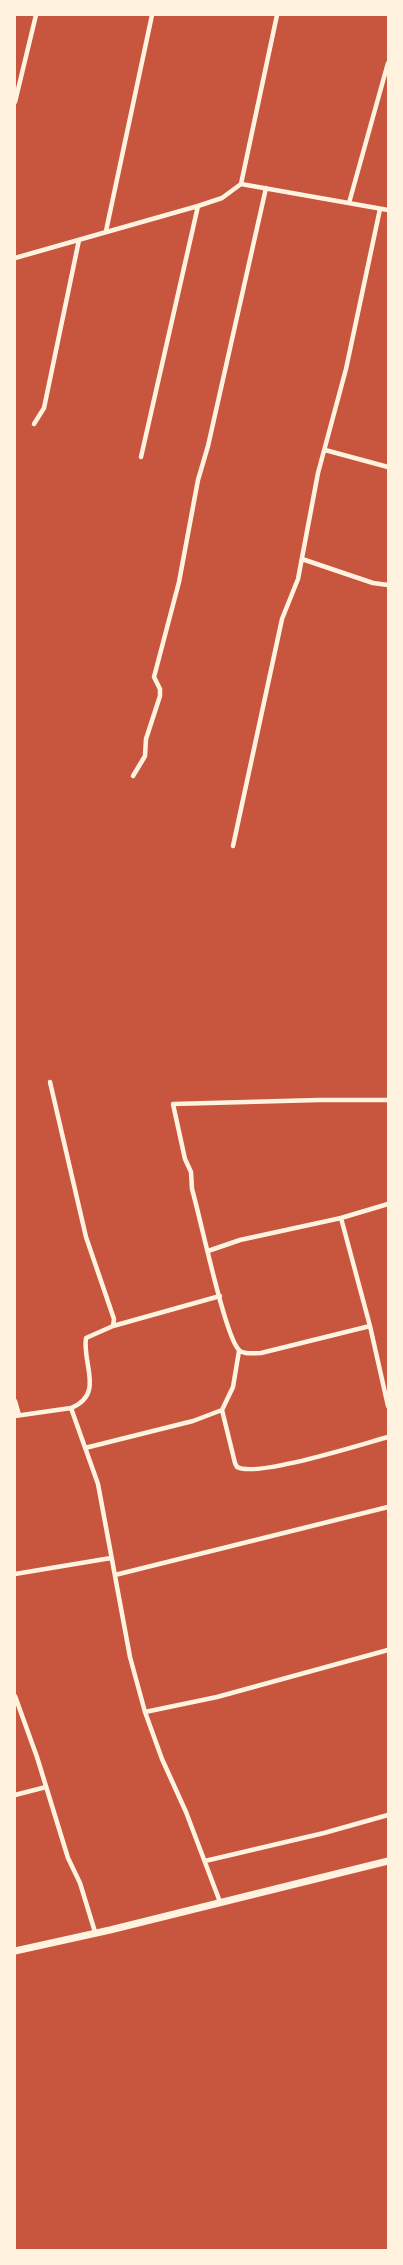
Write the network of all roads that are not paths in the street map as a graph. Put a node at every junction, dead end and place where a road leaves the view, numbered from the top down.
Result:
1 (36, 15) edge
2 (152, 15) edge
3 (277, 15) edge
4 (388, 62) edge
5 (381, 90) junction
6 (388, 92) edge
7 (16, 93) edge
8 (15, 102) edge
9 (241, 184) junction
10 (266, 188) junction
11 (349, 203) junction
12 (198, 206) junction
13 (380, 209) junction
14 (388, 210) edge
15 (106, 231) junction
16 (79, 240) junction
17 (15, 258) edge
18 (34, 424) dead end
19 (324, 450) junction
20 (141, 457) dead end
21 (388, 467) edge
22 (302, 559) junction
23 (388, 585) edge
24 (133, 776) dead end
25 (233, 846) dead end
26 (50, 1082) dead end
27 (388, 1100) edge
28 (388, 1204) edge
29 (340, 1218) junction
30 (208, 1251) junction
31 (220, 1296) junction
32 (113, 1326) junction
33 (370, 1326) junction
34 (239, 1351) junction
35 (15, 1400) edge
36 (388, 1406) edge
37 (71, 1408) junction
38 (222, 1410) junction
39 (17, 1415) edge
40 (388, 1437) edge
41 (85, 1448) junction
42 (388, 1506) edge
43 (111, 1558) junction
44 (15, 1574) edge
45 (115, 1575) junction
46 (388, 1650) edge
47 (15, 1696) edge
48 (145, 1712) junction
49 (46, 1787) junction
50 (15, 1795) edge
51 (388, 1815) edge
52 (205, 1860) junction
53 (388, 1861) edge
54 (220, 1902) junction
55 (95, 1932) junction
56 (15, 1951) edge

1 - 7 street
2 - 15 street
3 - 9 street
4 - 5 street
5 - 6 street
5 - 11 street
7 - 8 street
9 - 10 street
9 - 12 street
10 - 11 street
10 - 24 street
11 - 13 street
12 - 15 street
12 - 20 street
13 - 14 street
13 - 19 street
15 - 16 street
16 - 17 street
16 - 18 street
19 - 21 street
19 - 22 street
22 - 23 street
22 - 25 street
26 - 32 street
27 - 30 street
28 - 29 street
29 - 30 street
29 - 33 street
30 - 31 street
31 - 32 street
31 - 34 street
32 - 37 street
33 - 34 street
33 - 36 street
34 - 38 street
35 - 39 street
37 - 39 street
37 - 41 street
38 - 40 street
38 - 41 street
41 - 43 street
42 - 45 street
43 - 44 street
43 - 45 street
45 - 48 street
46 - 48 street
47 - 49 street
48 - 52 street
49 - 50 street
49 - 55 street
51 - 52 street
52 - 54 street
53 - 54 main road
54 - 55 main road
55 - 56 main road

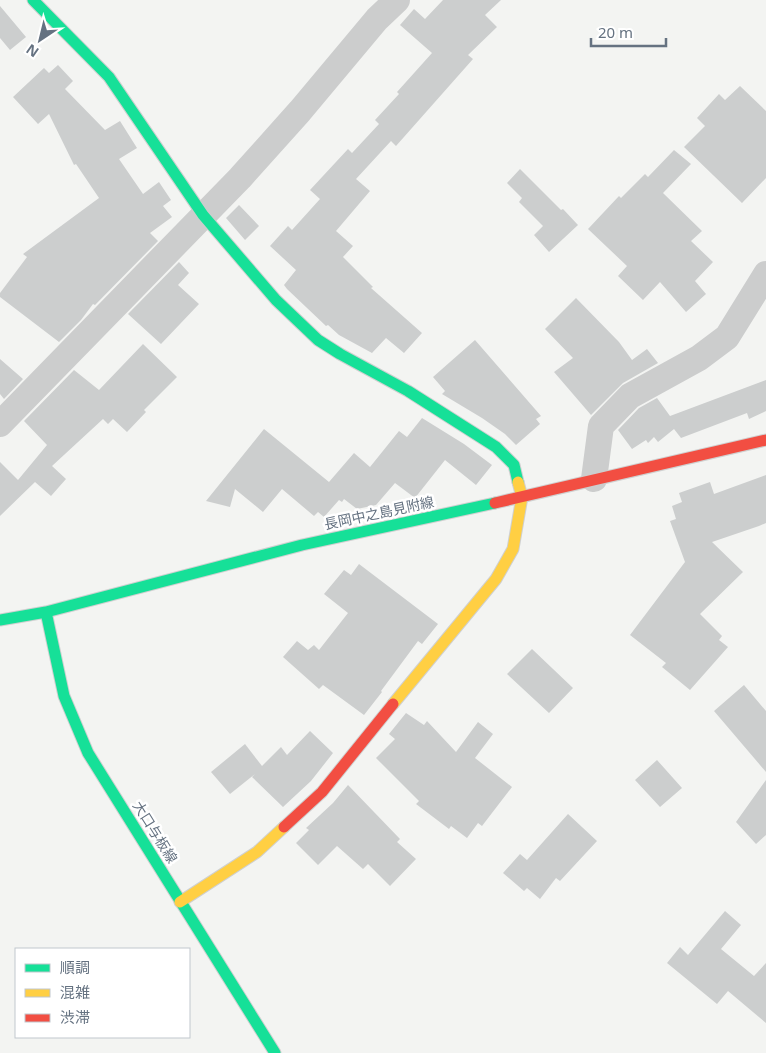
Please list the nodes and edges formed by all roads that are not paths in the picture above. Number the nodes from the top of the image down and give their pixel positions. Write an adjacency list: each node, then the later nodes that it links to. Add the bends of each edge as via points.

==============================

▶ _Problem details_
Exact reproduction of the entries above is required, with pictures excluded.

▶ _Task answer_
Write the network of all roads that are not paths in the street map as a graph. Put a node at every junction, dead end and place where a road leaves the view, numbered from the top down.
Result:
1 (36, 15) edge
2 (152, 15) edge
3 (277, 15) edge
4 (388, 62) edge
5 (381, 90) junction
6 (388, 92) edge
7 (16, 93) edge
8 (15, 102) edge
9 (241, 184) junction
10 (266, 188) junction
11 (349, 203) junction
12 (198, 206) junction
13 (380, 209) junction
14 (388, 210) edge
15 (106, 231) junction
16 (79, 240) junction
17 (15, 258) edge
18 (34, 424) dead end
19 (324, 450) junction
20 (141, 457) dead end
21 (388, 467) edge
22 (302, 559) junction
23 (388, 585) edge
24 (133, 776) dead end
25 (233, 846) dead end
26 (50, 1082) dead end
27 (388, 1100) edge
28 (388, 1204) edge
29 (340, 1218) junction
30 (208, 1251) junction
31 (220, 1296) junction
32 (113, 1326) junction
33 (370, 1326) junction
34 (239, 1351) junction
35 (15, 1400) edge
36 (388, 1406) edge
37 (71, 1408) junction
38 (222, 1410) junction
39 (17, 1415) edge
40 (388, 1437) edge
41 (85, 1448) junction
42 (388, 1506) edge
43 (111, 1558) junction
44 (15, 1574) edge
45 (115, 1575) junction
46 (388, 1650) edge
47 (15, 1696) edge
48 (145, 1712) junction
49 (46, 1787) junction
50 (15, 1795) edge
51 (388, 1815) edge
52 (205, 1860) junction
53 (388, 1861) edge
54 (220, 1902) junction
55 (95, 1932) junction
56 (15, 1951) edge

1 - 7 street
2 - 15 street
3 - 9 street
4 - 5 street
5 - 6 street
5 - 11 street
7 - 8 street
9 - 10 street
9 - 12 street
10 - 11 street
10 - 24 street
11 - 13 street
12 - 15 street
12 - 20 street
13 - 14 street
13 - 19 street
15 - 16 street
16 - 17 street
16 - 18 street
19 - 21 street
19 - 22 street
22 - 23 street
22 - 25 street
26 - 32 street
27 - 30 street
28 - 29 street
29 - 30 street
29 - 33 street
30 - 31 street
31 - 32 street
31 - 34 street
32 - 37 street
33 - 34 street
33 - 36 street
34 - 38 street
35 - 39 street
37 - 39 street
37 - 41 street
38 - 40 street
38 - 41 street
41 - 43 street
42 - 45 street
43 - 44 street
43 - 45 street
45 - 48 street
46 - 48 street
47 - 49 street
48 - 52 street
49 - 50 street
49 - 55 street
51 - 52 street
52 - 54 street
53 - 54 main road
54 - 55 main road
55 - 56 main road

Please list the nodes and edges formed by all roads that are not paths in the picture above. Number the nodes from the top of the image down and give their pixel positions. Write an adjacency list: each node, then the later nodes that it links to. Add the bends of each edge as via points.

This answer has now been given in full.